> **Records provided**:
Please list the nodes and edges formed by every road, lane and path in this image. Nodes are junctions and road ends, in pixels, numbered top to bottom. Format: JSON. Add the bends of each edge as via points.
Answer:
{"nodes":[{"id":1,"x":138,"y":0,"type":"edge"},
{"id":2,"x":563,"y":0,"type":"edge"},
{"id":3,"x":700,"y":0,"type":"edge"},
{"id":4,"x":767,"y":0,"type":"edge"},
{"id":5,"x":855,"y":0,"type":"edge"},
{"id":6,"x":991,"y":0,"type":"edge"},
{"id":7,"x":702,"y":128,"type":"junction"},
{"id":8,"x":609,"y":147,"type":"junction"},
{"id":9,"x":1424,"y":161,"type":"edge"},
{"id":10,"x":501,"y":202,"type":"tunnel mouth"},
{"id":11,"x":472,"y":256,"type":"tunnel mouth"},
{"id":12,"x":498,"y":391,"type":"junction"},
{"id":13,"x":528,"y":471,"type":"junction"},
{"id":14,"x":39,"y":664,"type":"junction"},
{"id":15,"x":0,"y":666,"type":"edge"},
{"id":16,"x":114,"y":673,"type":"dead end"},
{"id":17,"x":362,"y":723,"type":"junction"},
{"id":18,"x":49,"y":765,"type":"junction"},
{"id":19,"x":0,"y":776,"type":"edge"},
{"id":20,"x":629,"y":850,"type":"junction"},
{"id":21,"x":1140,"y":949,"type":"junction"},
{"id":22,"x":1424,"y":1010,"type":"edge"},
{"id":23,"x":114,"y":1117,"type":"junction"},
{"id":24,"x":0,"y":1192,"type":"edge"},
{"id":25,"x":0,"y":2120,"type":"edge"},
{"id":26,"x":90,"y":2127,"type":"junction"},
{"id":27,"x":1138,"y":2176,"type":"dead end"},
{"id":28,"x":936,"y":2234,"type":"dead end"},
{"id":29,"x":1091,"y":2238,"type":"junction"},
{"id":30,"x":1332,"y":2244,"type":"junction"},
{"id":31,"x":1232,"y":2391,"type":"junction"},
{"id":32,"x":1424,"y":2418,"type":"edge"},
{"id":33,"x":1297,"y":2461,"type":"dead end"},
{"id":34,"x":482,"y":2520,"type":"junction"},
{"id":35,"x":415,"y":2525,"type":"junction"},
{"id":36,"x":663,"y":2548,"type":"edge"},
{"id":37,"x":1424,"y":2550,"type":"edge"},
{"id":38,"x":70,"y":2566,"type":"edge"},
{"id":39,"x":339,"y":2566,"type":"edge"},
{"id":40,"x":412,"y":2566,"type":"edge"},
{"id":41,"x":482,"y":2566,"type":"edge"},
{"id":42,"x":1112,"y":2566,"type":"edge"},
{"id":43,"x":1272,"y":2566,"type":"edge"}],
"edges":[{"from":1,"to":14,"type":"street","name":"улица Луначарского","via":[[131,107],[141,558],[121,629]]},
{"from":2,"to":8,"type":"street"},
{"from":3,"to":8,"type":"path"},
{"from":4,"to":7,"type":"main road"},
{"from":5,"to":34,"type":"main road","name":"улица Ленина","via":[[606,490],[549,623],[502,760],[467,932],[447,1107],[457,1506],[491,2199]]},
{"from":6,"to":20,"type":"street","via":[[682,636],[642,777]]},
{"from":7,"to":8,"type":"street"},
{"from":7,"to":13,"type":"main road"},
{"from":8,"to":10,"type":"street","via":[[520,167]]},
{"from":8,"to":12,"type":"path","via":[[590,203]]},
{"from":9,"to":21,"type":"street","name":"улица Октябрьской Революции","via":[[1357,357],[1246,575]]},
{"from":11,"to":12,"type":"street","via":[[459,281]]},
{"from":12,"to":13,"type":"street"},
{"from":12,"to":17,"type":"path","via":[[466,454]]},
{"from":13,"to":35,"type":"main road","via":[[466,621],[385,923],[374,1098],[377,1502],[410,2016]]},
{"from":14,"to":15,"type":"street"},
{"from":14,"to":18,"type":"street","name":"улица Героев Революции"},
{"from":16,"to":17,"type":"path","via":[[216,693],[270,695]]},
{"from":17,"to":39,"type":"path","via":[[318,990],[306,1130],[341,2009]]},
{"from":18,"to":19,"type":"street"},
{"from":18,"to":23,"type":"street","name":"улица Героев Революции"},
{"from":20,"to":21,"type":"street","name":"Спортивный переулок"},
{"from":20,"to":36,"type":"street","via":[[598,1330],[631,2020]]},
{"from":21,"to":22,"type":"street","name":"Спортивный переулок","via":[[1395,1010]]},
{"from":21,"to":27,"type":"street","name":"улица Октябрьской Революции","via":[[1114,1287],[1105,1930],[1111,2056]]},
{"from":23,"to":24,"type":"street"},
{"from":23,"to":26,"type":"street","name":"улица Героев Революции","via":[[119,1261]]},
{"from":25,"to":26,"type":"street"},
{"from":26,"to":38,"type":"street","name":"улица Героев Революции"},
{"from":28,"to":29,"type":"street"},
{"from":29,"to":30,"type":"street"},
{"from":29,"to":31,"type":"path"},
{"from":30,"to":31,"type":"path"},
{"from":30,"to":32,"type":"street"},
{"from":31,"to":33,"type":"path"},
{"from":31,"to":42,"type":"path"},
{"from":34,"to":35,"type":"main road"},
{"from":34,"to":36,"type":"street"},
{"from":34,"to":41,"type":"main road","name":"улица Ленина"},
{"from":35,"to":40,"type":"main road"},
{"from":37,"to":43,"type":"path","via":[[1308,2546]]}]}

> **Task to carry out**: Keep every word intact and transcribe the records in full.

> **Your solution**:
Please list the nodes and edges formed by every road, lane and path in this image. Nodes are junctions and road ends, in pixels, numbered top to bottom. Format: JSON. Add the bends of each edge as via points.
Answer:
{"nodes":[{"id":1,"x":138,"y":0,"type":"edge"},
{"id":2,"x":563,"y":0,"type":"edge"},
{"id":3,"x":700,"y":0,"type":"edge"},
{"id":4,"x":767,"y":0,"type":"edge"},
{"id":5,"x":855,"y":0,"type":"edge"},
{"id":6,"x":991,"y":0,"type":"edge"},
{"id":7,"x":702,"y":128,"type":"junction"},
{"id":8,"x":609,"y":147,"type":"junction"},
{"id":9,"x":1424,"y":161,"type":"edge"},
{"id":10,"x":501,"y":202,"type":"tunnel mouth"},
{"id":11,"x":472,"y":256,"type":"tunnel mouth"},
{"id":12,"x":498,"y":391,"type":"junction"},
{"id":13,"x":528,"y":471,"type":"junction"},
{"id":14,"x":39,"y":664,"type":"junction"},
{"id":15,"x":0,"y":666,"type":"edge"},
{"id":16,"x":114,"y":673,"type":"dead end"},
{"id":17,"x":362,"y":723,"type":"junction"},
{"id":18,"x":49,"y":765,"type":"junction"},
{"id":19,"x":0,"y":776,"type":"edge"},
{"id":20,"x":629,"y":850,"type":"junction"},
{"id":21,"x":1140,"y":949,"type":"junction"},
{"id":22,"x":1424,"y":1010,"type":"edge"},
{"id":23,"x":114,"y":1117,"type":"junction"},
{"id":24,"x":0,"y":1192,"type":"edge"},
{"id":25,"x":0,"y":2120,"type":"edge"},
{"id":26,"x":90,"y":2127,"type":"junction"},
{"id":27,"x":1138,"y":2176,"type":"dead end"},
{"id":28,"x":936,"y":2234,"type":"dead end"},
{"id":29,"x":1091,"y":2238,"type":"junction"},
{"id":30,"x":1332,"y":2244,"type":"junction"},
{"id":31,"x":1232,"y":2391,"type":"junction"},
{"id":32,"x":1424,"y":2418,"type":"edge"},
{"id":33,"x":1297,"y":2461,"type":"dead end"},
{"id":34,"x":482,"y":2520,"type":"junction"},
{"id":35,"x":415,"y":2525,"type":"junction"},
{"id":36,"x":663,"y":2548,"type":"edge"},
{"id":37,"x":1424,"y":2550,"type":"edge"},
{"id":38,"x":70,"y":2566,"type":"edge"},
{"id":39,"x":339,"y":2566,"type":"edge"},
{"id":40,"x":412,"y":2566,"type":"edge"},
{"id":41,"x":482,"y":2566,"type":"edge"},
{"id":42,"x":1112,"y":2566,"type":"edge"},
{"id":43,"x":1272,"y":2566,"type":"edge"}],
"edges":[{"from":1,"to":14,"type":"street","name":"улица Луначарского","via":[[131,107],[141,558],[121,629]]},
{"from":2,"to":8,"type":"street"},
{"from":3,"to":8,"type":"path"},
{"from":4,"to":7,"type":"main road"},
{"from":5,"to":34,"type":"main road","name":"улица Ленина","via":[[606,490],[549,623],[502,760],[467,932],[447,1107],[457,1506],[491,2199]]},
{"from":6,"to":20,"type":"street","via":[[682,636],[642,777]]},
{"from":7,"to":8,"type":"street"},
{"from":7,"to":13,"type":"main road"},
{"from":8,"to":10,"type":"street","via":[[520,167]]},
{"from":8,"to":12,"type":"path","via":[[590,203]]},
{"from":9,"to":21,"type":"street","name":"улица Октябрьской Революции","via":[[1357,357],[1246,575]]},
{"from":11,"to":12,"type":"street","via":[[459,281]]},
{"from":12,"to":13,"type":"street"},
{"from":12,"to":17,"type":"path","via":[[466,454]]},
{"from":13,"to":35,"type":"main road","via":[[466,621],[385,923],[374,1098],[377,1502],[410,2016]]},
{"from":14,"to":15,"type":"street"},
{"from":14,"to":18,"type":"street","name":"улица Героев Революции"},
{"from":16,"to":17,"type":"path","via":[[216,693],[270,695]]},
{"from":17,"to":39,"type":"path","via":[[318,990],[306,1130],[341,2009]]},
{"from":18,"to":19,"type":"street"},
{"from":18,"to":23,"type":"street","name":"улица Героев Революции"},
{"from":20,"to":21,"type":"street","name":"Спортивный переулок"},
{"from":20,"to":36,"type":"street","via":[[598,1330],[631,2020]]},
{"from":21,"to":22,"type":"street","name":"Спортивный переулок","via":[[1395,1010]]},
{"from":21,"to":27,"type":"street","name":"улица Октябрьской Революции","via":[[1114,1287],[1105,1930],[1111,2056]]},
{"from":23,"to":24,"type":"street"},
{"from":23,"to":26,"type":"street","name":"улица Героев Революции","via":[[119,1261]]},
{"from":25,"to":26,"type":"street"},
{"from":26,"to":38,"type":"street","name":"улица Героев Революции"},
{"from":28,"to":29,"type":"street"},
{"from":29,"to":30,"type":"street"},
{"from":29,"to":31,"type":"path"},
{"from":30,"to":31,"type":"path"},
{"from":30,"to":32,"type":"street"},
{"from":31,"to":33,"type":"path"},
{"from":31,"to":42,"type":"path"},
{"from":34,"to":35,"type":"main road"},
{"from":34,"to":36,"type":"street"},
{"from":34,"to":41,"type":"main road","name":"улица Ленина"},
{"from":35,"to":40,"type":"main road"},
{"from":37,"to":43,"type":"path","via":[[1308,2546]]}]}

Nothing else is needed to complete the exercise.